TASK DESCRIPTION
Write out each record in full and exactly as given. Skip any pictures.

* * * *

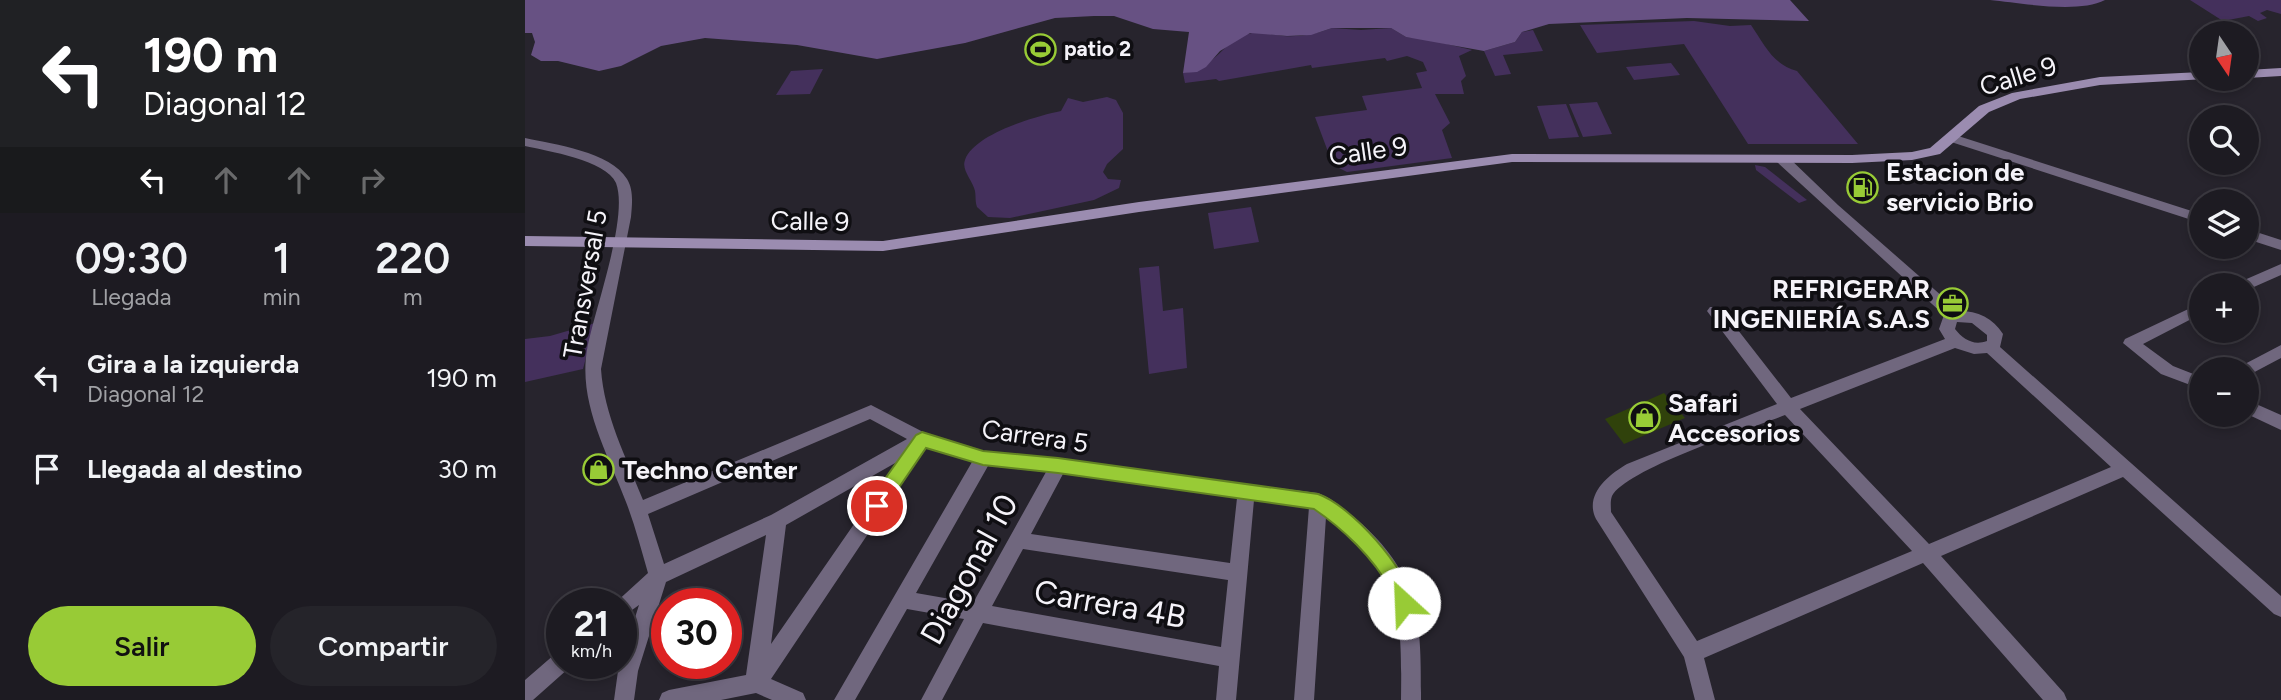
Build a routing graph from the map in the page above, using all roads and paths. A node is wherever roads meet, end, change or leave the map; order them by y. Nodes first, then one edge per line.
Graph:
1 (2281, 72) edge
2 (2259, 73) edge
3 (2189, 77) edge
4 (1952, 138) junction
5 (525, 142) edge
6 (1783, 159) junction
7 (2189, 215) edge
8 (2259, 238) edge
9 (525, 241) edge
10 (620, 243) junction
11 (2281, 245) edge
12 (2281, 269) edge
13 (2259, 279) edge
14 (1715, 311) dead end
15 (2189, 314) edge
16 (1956, 317) junction
17 (1956, 341) junction
18 (1990, 347) junction
19 (2281, 351) edge
20 (2259, 363) edge
21 (2189, 378) edge
22 (1789, 408) junction
23 (2259, 411) edge
24 (2281, 423) edge
25 (922, 439) junction
26 (983, 458) junction
27 (1058, 466) junction
28 (2124, 469) junction
29 (1246, 493) junction
30 (1318, 502) junction
31 (638, 510) junction
32 (777, 521) junction
33 (1020, 540) junction
34 (1925, 552) junction
35 (1239, 573) junction
36 (658, 576) junction
37 (637, 595) edge
38 (902, 598) junction
39 (2281, 608) edge
40 (978, 612) junction
41 (1693, 653) junction
42 (1231, 658) junction
43 (546, 675) edge
44 (756, 682) junction
45 (525, 693) edge
46 (624, 700) edge
47 (669, 700) edge
48 (796, 700) edge
49 (844, 700) edge
50 (931, 700) edge
51 (1226, 700) edge
52 (1304, 700) edge
53 (1411, 700) edge
54 (1705, 700) edge
55 (2057, 700) edge

1 - 2 main road
3 - 4 main road, Calle 9
4 - 6 main road, Calle 9
4 - 7 street
5 - 10 street, Transversal 5
6 - 10 main road, Calle 9
6 - 16 street
8 - 11 street
9 - 10 main road, Calle 9
10 - 31 street, Transversal 5
12 - 13 street
14 - 22 street
15 - 21 street
16 - 17 street
16 - 18 street
17 - 18 street
17 - 22 street
18 - 28 street
19 - 20 street
22 - 34 street
22 - 41 street
23 - 24 street
25 - 26 street, Carrera 5
25 - 31 street, Carrera 5
25 - 32 street
25 - 44 street
26 - 27 street, Carrera 5
26 - 38 street
27 - 29 street, Carrera 5
27 - 33 street, Diagonal 10
28 - 34 street
28 - 39 street
29 - 30 street, Carrera 5
29 - 35 street
30 - 52 street
30 - 53 street, Carrera 5
31 - 36 street, Transversal 5
32 - 36 street
32 - 44 street
33 - 35 street
33 - 40 street, Diagonal 10
34 - 41 street
34 - 55 street
35 - 42 street
36 - 37 street
36 - 46 street
38 - 40 street, Carrera 4B
38 - 49 street
40 - 42 street, Carrera 4B
40 - 50 street, Diagonal 10
41 - 54 street
42 - 51 street
43 - 45 street
44 - 47 street
44 - 48 street

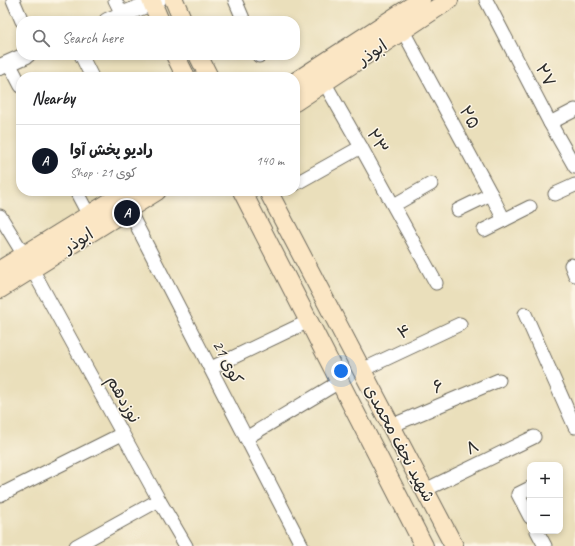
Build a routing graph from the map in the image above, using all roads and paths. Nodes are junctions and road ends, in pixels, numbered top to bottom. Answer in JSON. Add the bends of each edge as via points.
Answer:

* * * *

ANSWER FOR THE TASK
Build a routing graph from the map in the page above, using all roads and paths. A node is wherever roads meet, end, change or leave the map; order them by y. Nodes first, then one edge per line.
Graph:
1 (2281, 72) edge
2 (2259, 73) edge
3 (2189, 77) edge
4 (1952, 138) junction
5 (525, 142) edge
6 (1783, 159) junction
7 (2189, 215) edge
8 (2259, 238) edge
9 (525, 241) edge
10 (620, 243) junction
11 (2281, 245) edge
12 (2281, 269) edge
13 (2259, 279) edge
14 (1715, 311) dead end
15 (2189, 314) edge
16 (1956, 317) junction
17 (1956, 341) junction
18 (1990, 347) junction
19 (2281, 351) edge
20 (2259, 363) edge
21 (2189, 378) edge
22 (1789, 408) junction
23 (2259, 411) edge
24 (2281, 423) edge
25 (922, 439) junction
26 (983, 458) junction
27 (1058, 466) junction
28 (2124, 469) junction
29 (1246, 493) junction
30 (1318, 502) junction
31 (638, 510) junction
32 (777, 521) junction
33 (1020, 540) junction
34 (1925, 552) junction
35 (1239, 573) junction
36 (658, 576) junction
37 (637, 595) edge
38 (902, 598) junction
39 (2281, 608) edge
40 (978, 612) junction
41 (1693, 653) junction
42 (1231, 658) junction
43 (546, 675) edge
44 (756, 682) junction
45 (525, 693) edge
46 (624, 700) edge
47 (669, 700) edge
48 (796, 700) edge
49 (844, 700) edge
50 (931, 700) edge
51 (1226, 700) edge
52 (1304, 700) edge
53 (1411, 700) edge
54 (1705, 700) edge
55 (2057, 700) edge

1 - 2 main road
3 - 4 main road, Calle 9
4 - 6 main road, Calle 9
4 - 7 street
5 - 10 street, Transversal 5
6 - 10 main road, Calle 9
6 - 16 street
8 - 11 street
9 - 10 main road, Calle 9
10 - 31 street, Transversal 5
12 - 13 street
14 - 22 street
15 - 21 street
16 - 17 street
16 - 18 street
17 - 18 street
17 - 22 street
18 - 28 street
19 - 20 street
22 - 34 street
22 - 41 street
23 - 24 street
25 - 26 street, Carrera 5
25 - 31 street, Carrera 5
25 - 32 street
25 - 44 street
26 - 27 street, Carrera 5
26 - 38 street
27 - 29 street, Carrera 5
27 - 33 street, Diagonal 10
28 - 34 street
28 - 39 street
29 - 30 street, Carrera 5
29 - 35 street
30 - 52 street
30 - 53 street, Carrera 5
31 - 36 street, Transversal 5
32 - 36 street
32 - 44 street
33 - 35 street
33 - 40 street, Diagonal 10
34 - 41 street
34 - 55 street
35 - 42 street
36 - 37 street
36 - 46 street
38 - 40 street, Carrera 4B
38 - 49 street
40 - 42 street, Carrera 4B
40 - 50 street, Diagonal 10
41 - 54 street
42 - 51 street
43 - 45 street
44 - 47 street
44 - 48 street

Build a routing graph from the map in the image above, using all roads and paths. Nodes are junctions and road ends, in pixels, numbered top to bottom. Answer in JSON. Add the bends of each edge as via points.
Answer:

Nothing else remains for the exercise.